AI 발전해도 개발자 사라지지 않는 이유 (코딩을 알아야 AI를 시켜요.)

제미나이, 챗 GPT가 발전하면서 자신의 일자리를 잃을까 봐 고민하는 개발자가 많습니다. 그런데 AI가 아무리 발전을 하여도, 코딩하는 사람을 대체하지는 못합니다. 그 이유에 대해서 알아봅시다.

AI 발전해도 개발자 사라지지 않는 이유

AI는 “패턴을 따라 코드를 생성”하는 데 강합니다. 그러나 소프트웨어가 돌아가기 위해서는 코드 자체가 아니라 왜 그 구조가 안전하고 유지보수가 가능한지 알아야 합니다.

사용자의 요구와 제약, 실패 시의 비용, 조직의 운영 역량을 한 그릇에 담아 설계 결정을 내리고 책임지는 일은 사람만 할 수 있고, AI가 아무리 발전을 하여도 이런 것을 불가합니다.

영화 터미네이터처럼 완전한 미래에는 가능할지 몰라도, 최소한 지금 AI 시스템으로는 코드만 짤 줄 아는 기계지 그 내면에 있는 시스템까지 관여할 수 없습니다.

AI 발전해도 개발자 사라지지 않는 이유 (코딩을 알아야 AI를 시켜요.)
AI 발전해도 개발자 사라지지 않는 이유 (코딩을 알아야 AI를 시켜요.)

LLM의 한계: 생각하는 존재가 아니다.

LLM은 통계적 언어 모델입니다. 정확한 세계모형, 환경모형이 없을 때 착각이 납니다. 말이 너무 어렵죠? 쉽게 말하면 지금 LLM AI에게 “GDP 성장함과 동시에 무역 수출이 증가한 기록을 비교 분석해봐“라는 것을 시키면 AI는 하지 못합니다.

인간은 눈으로 데이터를 보고 분석하고 결과를 낼 수 있지만 LLM AI는 생각을 하는 존재가 아니고, 다른 사람이 써 놓은 정보를 조합하는 존재기 때문에 누군가 이런 정보를 만들어서 인터넷에 올려놓지 않았으면 정보를 만들어 낼 수 없고, 이게 LLM의 한계입니다.

간단한 코드는 되지만 설계는 못하는 AI

AI에게 코딩을 시키면 잘 짜줍니다. 너무 무섭죠? 개발자 자리가 사라질까봐? 그런데 개발자는 매년 더 늘고 있습니다. 왜 그럴까요?

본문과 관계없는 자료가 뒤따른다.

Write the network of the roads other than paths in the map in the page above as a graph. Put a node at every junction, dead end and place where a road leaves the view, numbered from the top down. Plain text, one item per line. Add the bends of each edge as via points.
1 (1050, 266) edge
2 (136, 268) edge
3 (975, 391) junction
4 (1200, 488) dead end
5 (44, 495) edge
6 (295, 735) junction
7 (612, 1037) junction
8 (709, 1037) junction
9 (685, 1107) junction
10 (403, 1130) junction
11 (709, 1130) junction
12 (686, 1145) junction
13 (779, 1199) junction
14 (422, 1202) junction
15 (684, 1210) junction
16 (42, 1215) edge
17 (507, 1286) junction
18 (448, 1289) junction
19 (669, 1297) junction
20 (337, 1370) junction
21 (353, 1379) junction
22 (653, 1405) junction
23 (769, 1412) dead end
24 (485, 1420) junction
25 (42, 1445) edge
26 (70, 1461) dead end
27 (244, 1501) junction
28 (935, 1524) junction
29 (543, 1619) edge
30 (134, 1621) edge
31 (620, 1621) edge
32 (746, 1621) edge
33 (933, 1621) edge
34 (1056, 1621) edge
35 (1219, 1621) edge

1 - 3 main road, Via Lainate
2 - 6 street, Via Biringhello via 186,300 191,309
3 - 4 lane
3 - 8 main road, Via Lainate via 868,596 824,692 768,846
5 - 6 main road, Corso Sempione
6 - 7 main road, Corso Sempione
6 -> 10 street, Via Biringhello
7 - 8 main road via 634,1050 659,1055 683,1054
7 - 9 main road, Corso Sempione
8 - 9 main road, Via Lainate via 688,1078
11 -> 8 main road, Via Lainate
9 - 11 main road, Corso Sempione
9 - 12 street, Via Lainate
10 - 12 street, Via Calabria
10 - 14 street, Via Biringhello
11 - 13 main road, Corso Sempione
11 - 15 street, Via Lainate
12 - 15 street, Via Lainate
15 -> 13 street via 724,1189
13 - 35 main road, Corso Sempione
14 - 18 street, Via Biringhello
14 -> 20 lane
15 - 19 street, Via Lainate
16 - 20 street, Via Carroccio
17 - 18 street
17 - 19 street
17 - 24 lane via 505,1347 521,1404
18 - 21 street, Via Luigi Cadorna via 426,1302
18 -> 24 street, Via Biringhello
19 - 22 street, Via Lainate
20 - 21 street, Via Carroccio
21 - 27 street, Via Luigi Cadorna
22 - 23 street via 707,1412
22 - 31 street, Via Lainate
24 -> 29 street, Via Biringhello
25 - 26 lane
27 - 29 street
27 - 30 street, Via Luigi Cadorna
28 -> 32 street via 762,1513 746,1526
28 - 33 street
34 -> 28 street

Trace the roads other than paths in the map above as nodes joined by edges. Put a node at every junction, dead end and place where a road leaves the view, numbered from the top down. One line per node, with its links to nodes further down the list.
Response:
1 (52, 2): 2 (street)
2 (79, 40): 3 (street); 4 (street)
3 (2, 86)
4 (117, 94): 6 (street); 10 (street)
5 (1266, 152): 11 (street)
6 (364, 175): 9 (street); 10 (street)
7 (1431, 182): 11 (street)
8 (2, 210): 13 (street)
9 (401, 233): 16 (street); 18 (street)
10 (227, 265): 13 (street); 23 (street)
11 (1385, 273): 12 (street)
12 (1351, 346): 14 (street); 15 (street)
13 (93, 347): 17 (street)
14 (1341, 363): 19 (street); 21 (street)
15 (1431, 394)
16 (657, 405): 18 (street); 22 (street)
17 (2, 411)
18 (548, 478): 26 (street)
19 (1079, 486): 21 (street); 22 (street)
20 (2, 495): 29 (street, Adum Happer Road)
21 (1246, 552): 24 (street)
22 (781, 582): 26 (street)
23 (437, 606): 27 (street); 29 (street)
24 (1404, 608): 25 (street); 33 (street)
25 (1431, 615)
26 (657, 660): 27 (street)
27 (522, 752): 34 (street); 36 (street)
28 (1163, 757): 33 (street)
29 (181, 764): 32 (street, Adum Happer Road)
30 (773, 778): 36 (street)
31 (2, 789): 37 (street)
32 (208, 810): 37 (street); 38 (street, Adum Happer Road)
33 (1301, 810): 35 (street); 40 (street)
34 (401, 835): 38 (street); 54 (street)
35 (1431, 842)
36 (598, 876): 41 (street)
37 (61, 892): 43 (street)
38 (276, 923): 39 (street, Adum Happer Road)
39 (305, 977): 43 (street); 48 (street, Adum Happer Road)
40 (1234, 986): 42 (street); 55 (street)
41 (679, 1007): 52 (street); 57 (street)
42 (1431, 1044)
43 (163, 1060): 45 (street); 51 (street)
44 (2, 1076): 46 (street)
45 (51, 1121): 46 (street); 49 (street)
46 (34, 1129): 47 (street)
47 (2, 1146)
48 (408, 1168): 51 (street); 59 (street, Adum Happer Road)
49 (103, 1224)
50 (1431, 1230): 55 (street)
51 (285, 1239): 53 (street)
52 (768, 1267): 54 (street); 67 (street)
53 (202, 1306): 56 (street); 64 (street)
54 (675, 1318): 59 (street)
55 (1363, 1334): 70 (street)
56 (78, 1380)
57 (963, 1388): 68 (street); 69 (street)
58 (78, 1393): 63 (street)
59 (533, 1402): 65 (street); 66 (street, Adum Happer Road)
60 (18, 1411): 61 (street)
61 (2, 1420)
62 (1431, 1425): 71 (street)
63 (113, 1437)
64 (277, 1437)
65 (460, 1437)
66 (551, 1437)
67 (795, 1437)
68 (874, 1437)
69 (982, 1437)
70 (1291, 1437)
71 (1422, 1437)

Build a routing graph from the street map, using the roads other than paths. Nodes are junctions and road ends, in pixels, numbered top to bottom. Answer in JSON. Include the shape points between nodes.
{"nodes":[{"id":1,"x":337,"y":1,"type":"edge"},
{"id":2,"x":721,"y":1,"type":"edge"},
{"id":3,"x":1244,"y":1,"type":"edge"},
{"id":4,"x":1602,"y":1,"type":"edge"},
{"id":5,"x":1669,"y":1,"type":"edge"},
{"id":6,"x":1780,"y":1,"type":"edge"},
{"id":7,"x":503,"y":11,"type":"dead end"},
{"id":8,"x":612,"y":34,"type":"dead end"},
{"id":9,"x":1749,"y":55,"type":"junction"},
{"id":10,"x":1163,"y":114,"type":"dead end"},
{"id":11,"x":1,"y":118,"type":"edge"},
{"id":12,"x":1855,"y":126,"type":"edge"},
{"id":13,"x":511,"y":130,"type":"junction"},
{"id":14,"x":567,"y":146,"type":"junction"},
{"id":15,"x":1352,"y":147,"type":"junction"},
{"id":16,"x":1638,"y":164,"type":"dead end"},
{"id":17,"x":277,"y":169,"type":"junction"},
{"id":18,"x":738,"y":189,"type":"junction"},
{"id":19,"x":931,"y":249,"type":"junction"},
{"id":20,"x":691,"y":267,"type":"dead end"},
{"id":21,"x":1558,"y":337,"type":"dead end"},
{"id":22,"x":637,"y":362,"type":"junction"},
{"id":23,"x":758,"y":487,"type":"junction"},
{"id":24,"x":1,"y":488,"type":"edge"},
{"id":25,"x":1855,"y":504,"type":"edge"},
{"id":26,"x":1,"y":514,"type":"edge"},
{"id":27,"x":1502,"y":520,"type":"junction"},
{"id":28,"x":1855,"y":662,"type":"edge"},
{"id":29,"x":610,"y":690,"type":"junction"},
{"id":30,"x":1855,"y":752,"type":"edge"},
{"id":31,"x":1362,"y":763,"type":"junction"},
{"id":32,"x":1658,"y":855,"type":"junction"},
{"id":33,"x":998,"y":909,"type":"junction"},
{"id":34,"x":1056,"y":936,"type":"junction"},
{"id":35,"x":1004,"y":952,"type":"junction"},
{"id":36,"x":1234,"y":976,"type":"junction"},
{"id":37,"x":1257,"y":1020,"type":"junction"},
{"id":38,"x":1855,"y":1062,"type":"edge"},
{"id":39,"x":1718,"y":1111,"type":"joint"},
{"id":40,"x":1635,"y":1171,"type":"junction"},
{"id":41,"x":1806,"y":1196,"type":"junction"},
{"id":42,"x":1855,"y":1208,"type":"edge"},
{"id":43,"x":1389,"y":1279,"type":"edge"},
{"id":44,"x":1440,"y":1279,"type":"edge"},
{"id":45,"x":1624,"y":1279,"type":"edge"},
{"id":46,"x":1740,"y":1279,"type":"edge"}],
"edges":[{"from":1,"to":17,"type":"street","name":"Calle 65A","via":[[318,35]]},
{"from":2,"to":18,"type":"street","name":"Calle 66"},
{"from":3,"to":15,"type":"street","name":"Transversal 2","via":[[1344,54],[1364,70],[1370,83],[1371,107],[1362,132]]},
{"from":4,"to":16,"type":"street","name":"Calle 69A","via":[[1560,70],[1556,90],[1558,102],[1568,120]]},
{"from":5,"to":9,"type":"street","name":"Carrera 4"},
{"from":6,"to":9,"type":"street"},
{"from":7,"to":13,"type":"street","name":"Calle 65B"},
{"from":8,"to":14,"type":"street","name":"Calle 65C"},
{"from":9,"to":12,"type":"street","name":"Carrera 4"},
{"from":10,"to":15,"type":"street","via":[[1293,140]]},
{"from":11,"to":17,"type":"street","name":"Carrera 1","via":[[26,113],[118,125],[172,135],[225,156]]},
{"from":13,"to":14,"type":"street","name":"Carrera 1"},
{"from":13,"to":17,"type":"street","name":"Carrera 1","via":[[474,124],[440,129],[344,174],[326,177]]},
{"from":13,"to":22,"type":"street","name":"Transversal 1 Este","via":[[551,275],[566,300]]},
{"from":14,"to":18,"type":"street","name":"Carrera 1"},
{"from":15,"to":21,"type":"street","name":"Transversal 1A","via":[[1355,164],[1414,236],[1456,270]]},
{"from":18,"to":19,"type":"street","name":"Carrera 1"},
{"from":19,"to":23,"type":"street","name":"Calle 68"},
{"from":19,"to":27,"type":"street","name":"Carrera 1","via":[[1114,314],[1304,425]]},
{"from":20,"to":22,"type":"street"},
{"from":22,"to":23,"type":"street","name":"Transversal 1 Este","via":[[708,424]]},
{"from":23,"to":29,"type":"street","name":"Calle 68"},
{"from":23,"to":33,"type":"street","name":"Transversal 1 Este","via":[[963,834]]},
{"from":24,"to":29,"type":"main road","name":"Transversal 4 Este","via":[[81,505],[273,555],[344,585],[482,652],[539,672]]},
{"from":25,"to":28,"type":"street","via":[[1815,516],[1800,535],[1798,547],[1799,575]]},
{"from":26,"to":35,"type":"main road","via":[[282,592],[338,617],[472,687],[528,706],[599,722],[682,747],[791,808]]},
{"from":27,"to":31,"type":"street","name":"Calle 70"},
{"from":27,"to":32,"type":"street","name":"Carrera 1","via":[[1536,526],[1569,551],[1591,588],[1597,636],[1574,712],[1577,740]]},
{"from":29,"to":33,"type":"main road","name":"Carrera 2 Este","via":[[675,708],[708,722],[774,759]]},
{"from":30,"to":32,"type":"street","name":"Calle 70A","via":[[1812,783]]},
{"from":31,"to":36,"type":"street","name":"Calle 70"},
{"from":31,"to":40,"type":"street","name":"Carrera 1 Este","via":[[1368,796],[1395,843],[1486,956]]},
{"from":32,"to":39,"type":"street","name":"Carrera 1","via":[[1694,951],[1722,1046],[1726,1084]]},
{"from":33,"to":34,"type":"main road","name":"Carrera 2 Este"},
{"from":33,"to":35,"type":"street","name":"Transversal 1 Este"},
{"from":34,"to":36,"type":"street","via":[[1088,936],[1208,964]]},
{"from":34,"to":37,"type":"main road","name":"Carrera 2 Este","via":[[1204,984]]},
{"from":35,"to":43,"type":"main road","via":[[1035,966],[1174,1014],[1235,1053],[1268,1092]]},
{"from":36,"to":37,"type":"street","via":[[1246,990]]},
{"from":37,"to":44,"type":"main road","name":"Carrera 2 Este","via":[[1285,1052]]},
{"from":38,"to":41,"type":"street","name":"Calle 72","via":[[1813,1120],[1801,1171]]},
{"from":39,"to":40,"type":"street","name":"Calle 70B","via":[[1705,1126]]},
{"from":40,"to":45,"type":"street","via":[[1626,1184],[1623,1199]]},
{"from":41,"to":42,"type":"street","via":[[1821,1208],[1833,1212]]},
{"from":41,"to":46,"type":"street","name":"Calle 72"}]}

개발이라고 하는 것은 내가 어떤 코드를 쓸지 알고 있어야 지휘가 가능합니다. 이 지휘를 받아서 수행하는 것은 AI가 가능합니다. 예를 들면 아래와 같은 부탁은 AI가 되었든 코딩 초보가 되었든 누구나 할 수 있습니다.

  • 웹 페이지 HTML 짜고,
  • CSS로 파란색 계열로만 넣어줘

그러나 이를 짜서 지휘하고, 경제, 수익성을 올리는 것은 결국 사람이 할 수 밖에 없습니다.

깊은 코딩은 다르다: 구조 설계와 프로덕션 품질

프로덕션은 돈과 신뢰가 흐르는 자리입니다. 구조가 전부입니다. 아래와 같은 설계를 사람이 하는 것이지, AI가 구조를 짜주는 게 아닙니다.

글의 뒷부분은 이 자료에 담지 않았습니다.